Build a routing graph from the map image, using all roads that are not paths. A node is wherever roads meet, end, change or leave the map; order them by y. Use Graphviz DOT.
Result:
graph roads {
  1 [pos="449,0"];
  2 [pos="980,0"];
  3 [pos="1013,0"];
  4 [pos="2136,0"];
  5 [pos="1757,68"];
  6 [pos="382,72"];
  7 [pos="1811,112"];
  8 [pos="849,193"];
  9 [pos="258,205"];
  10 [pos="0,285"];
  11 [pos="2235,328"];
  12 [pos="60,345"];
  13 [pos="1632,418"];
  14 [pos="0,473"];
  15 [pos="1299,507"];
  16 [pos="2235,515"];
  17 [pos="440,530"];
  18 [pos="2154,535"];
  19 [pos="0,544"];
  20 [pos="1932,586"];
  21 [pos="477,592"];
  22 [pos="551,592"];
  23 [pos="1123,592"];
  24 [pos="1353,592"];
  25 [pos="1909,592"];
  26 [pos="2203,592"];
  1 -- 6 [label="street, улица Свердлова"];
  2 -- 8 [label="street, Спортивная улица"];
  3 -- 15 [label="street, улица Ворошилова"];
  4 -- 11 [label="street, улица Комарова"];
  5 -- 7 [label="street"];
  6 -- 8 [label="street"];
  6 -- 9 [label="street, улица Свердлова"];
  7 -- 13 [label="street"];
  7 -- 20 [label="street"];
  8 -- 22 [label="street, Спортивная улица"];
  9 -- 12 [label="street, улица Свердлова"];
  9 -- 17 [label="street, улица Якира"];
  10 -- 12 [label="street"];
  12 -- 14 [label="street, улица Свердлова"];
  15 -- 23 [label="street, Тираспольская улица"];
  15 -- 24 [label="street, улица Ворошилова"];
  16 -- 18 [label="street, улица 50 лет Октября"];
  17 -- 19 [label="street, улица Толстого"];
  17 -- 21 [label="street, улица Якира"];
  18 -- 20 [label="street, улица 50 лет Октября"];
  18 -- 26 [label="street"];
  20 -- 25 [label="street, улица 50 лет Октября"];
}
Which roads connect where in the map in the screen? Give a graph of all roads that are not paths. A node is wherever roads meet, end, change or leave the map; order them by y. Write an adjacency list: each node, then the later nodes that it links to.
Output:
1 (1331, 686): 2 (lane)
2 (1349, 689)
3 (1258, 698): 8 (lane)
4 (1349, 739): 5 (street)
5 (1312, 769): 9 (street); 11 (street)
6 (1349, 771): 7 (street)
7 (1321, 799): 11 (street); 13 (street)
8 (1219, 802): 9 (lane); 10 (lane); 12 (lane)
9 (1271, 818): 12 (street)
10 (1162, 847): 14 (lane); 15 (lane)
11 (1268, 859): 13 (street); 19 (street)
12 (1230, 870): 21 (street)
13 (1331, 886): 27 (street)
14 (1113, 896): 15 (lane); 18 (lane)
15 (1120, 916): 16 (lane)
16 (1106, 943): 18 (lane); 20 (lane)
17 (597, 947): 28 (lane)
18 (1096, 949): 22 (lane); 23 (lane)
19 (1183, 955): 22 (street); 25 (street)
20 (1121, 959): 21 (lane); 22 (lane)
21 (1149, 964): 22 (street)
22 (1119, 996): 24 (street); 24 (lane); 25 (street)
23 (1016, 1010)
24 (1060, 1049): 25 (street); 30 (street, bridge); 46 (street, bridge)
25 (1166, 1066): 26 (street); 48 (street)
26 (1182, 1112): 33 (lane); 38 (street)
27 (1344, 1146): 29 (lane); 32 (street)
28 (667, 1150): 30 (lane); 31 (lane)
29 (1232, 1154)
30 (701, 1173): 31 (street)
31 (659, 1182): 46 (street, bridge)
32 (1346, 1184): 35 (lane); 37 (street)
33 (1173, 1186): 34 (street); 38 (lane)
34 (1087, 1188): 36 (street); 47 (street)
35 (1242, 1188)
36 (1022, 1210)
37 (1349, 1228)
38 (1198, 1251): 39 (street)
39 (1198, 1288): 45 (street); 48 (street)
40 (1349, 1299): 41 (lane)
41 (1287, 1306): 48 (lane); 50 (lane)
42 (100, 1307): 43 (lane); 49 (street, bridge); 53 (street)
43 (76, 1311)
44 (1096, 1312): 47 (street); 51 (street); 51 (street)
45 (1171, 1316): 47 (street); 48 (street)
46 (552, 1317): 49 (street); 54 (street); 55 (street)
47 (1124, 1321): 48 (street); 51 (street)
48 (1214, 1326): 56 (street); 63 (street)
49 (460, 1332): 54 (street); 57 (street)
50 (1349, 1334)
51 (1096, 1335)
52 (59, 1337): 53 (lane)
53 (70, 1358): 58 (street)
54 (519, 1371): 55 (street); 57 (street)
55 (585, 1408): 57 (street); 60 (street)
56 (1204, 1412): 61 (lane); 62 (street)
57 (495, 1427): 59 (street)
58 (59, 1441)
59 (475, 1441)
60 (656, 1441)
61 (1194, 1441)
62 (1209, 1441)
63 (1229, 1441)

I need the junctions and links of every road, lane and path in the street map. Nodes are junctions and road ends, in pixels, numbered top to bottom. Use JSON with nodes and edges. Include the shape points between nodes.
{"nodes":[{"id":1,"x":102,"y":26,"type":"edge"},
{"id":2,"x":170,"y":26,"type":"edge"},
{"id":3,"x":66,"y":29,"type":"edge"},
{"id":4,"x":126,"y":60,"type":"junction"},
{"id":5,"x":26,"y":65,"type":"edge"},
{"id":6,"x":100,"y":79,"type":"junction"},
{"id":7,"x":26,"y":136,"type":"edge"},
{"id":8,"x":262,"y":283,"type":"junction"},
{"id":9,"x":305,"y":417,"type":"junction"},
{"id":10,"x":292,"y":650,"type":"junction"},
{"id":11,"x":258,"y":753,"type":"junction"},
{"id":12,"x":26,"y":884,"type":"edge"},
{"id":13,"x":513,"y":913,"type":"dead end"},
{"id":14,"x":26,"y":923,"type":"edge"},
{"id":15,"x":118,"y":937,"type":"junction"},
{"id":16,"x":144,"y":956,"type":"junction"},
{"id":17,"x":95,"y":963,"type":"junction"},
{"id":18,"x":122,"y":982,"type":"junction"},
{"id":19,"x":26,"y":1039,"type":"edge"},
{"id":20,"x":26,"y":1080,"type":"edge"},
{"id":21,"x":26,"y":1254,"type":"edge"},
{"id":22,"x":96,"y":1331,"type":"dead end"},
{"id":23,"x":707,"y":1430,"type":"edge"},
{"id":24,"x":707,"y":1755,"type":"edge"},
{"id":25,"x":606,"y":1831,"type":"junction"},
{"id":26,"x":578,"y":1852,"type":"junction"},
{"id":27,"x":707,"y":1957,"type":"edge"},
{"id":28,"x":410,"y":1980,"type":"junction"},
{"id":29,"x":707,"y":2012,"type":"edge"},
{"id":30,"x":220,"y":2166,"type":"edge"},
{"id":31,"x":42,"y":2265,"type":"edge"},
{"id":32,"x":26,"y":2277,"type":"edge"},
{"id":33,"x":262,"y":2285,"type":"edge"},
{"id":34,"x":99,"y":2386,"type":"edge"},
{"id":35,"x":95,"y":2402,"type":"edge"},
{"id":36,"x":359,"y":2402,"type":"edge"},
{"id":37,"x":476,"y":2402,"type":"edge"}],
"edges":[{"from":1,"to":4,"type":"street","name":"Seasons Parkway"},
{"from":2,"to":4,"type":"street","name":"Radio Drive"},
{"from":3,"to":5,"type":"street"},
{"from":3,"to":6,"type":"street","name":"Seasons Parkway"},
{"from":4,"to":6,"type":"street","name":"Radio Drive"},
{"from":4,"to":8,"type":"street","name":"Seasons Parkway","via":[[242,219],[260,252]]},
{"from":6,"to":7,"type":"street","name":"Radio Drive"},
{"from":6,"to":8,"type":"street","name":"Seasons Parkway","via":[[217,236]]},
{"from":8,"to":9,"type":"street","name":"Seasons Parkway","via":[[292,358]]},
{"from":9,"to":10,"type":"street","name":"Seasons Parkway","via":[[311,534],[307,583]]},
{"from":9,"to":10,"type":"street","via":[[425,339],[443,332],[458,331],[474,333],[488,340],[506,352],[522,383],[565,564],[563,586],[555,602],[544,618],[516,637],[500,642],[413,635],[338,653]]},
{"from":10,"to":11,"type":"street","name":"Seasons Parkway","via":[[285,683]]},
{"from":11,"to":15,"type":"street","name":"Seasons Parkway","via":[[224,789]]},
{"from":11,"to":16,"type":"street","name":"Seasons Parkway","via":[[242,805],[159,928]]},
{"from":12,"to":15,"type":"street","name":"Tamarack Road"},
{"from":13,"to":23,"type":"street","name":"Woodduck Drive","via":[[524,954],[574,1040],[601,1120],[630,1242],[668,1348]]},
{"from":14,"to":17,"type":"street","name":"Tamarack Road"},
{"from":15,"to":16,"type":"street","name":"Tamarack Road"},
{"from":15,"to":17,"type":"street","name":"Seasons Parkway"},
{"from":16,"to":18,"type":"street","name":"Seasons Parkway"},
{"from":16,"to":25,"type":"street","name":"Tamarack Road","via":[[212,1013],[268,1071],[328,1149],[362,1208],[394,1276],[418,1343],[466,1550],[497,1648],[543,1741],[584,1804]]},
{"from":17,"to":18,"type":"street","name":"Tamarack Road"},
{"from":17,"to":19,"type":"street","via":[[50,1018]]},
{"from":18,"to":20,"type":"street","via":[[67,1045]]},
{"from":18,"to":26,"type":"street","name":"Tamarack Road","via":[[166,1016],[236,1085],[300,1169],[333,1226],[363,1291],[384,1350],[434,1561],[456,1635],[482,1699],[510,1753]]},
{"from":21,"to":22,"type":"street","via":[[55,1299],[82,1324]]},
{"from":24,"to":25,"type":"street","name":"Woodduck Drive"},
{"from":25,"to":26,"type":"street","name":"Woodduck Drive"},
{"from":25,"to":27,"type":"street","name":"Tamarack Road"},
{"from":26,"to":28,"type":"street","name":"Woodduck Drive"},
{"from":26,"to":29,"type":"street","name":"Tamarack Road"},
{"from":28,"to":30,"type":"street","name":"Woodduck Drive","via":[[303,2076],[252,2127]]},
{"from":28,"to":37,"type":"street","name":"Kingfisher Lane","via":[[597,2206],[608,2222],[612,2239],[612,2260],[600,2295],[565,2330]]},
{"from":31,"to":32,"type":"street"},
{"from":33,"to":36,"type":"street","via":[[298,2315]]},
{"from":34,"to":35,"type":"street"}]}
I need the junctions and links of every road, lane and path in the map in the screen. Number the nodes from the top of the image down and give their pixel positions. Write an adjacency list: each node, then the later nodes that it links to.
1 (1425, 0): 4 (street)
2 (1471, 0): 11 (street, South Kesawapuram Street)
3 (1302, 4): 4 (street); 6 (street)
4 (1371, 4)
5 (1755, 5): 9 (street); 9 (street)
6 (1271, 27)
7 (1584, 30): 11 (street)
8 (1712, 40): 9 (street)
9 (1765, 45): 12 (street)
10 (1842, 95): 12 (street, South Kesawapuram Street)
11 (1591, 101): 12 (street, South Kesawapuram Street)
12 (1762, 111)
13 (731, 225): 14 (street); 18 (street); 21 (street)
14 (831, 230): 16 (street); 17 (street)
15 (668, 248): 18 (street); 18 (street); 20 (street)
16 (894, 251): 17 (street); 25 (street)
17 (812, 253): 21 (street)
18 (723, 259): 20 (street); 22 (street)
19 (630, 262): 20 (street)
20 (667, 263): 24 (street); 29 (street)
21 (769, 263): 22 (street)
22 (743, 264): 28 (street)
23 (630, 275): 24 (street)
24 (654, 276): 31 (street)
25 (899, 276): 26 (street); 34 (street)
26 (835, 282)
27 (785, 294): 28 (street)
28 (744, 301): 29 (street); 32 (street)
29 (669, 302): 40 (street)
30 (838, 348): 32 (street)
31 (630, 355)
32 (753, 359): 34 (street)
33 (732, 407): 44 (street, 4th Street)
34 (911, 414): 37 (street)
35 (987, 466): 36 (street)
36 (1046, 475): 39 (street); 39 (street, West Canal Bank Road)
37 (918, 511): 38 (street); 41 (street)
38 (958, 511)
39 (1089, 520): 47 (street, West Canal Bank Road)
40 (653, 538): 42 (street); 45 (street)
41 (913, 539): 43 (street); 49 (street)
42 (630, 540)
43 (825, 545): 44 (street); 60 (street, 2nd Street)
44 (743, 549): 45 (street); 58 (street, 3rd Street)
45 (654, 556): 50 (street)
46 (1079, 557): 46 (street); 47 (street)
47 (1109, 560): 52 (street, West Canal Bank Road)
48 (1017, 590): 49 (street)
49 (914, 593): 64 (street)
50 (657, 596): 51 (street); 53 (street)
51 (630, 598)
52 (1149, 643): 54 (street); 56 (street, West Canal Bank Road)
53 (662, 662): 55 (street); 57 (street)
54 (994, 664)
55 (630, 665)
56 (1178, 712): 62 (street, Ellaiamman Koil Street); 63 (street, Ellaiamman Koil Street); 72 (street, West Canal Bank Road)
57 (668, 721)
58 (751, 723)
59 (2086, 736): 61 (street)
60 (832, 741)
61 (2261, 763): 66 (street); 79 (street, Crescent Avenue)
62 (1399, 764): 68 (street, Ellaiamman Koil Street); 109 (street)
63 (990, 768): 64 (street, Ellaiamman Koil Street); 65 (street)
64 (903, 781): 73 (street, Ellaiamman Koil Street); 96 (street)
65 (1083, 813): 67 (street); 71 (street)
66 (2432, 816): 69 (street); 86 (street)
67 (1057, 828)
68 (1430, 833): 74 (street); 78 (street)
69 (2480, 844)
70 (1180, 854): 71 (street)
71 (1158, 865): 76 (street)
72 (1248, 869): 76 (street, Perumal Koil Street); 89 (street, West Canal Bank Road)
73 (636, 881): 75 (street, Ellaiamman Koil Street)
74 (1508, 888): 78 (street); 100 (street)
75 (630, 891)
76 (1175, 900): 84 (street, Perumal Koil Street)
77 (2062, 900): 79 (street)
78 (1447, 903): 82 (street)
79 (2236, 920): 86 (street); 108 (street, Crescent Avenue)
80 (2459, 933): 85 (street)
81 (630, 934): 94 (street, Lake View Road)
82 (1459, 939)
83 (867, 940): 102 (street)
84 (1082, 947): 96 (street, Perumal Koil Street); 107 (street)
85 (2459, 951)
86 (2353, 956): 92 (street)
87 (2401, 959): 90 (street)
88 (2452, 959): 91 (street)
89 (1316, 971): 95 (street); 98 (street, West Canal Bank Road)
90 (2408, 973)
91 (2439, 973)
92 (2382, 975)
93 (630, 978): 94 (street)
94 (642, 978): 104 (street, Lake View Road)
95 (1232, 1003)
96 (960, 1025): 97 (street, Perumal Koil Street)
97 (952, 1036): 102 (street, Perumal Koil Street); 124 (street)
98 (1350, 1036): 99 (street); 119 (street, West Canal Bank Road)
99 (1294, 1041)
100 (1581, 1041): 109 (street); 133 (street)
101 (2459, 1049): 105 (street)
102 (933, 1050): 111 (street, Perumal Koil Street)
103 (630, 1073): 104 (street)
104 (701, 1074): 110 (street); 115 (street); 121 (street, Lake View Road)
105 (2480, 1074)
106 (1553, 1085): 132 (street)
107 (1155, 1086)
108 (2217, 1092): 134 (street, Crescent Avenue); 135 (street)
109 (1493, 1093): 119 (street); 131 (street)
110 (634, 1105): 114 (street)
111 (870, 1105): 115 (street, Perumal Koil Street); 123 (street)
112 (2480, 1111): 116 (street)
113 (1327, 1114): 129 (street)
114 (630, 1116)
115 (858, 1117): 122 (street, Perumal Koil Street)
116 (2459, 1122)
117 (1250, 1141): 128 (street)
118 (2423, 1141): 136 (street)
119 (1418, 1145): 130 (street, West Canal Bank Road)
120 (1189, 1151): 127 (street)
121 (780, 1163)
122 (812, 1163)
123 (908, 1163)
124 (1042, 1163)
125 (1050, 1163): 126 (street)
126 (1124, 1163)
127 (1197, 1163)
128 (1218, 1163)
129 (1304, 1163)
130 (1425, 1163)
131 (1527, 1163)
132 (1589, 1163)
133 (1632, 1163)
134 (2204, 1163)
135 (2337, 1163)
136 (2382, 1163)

----------------------------------------

→ Exercise objective
If a line in the material contains the word "them", copy that line.

→ Response
Build a routing graph from the map image, using all roads that are not paths. A node is wherever roads meet, end, change or leave the map; order them by y. Use Graphviz DOT.
Which roads connect where in the map in the screen? Give a graph of all roads that are not paths. A node is wherever roads meet, end, change or leave the map; order them by y. Write an adjacency list: each node, then the later nodes that it links to.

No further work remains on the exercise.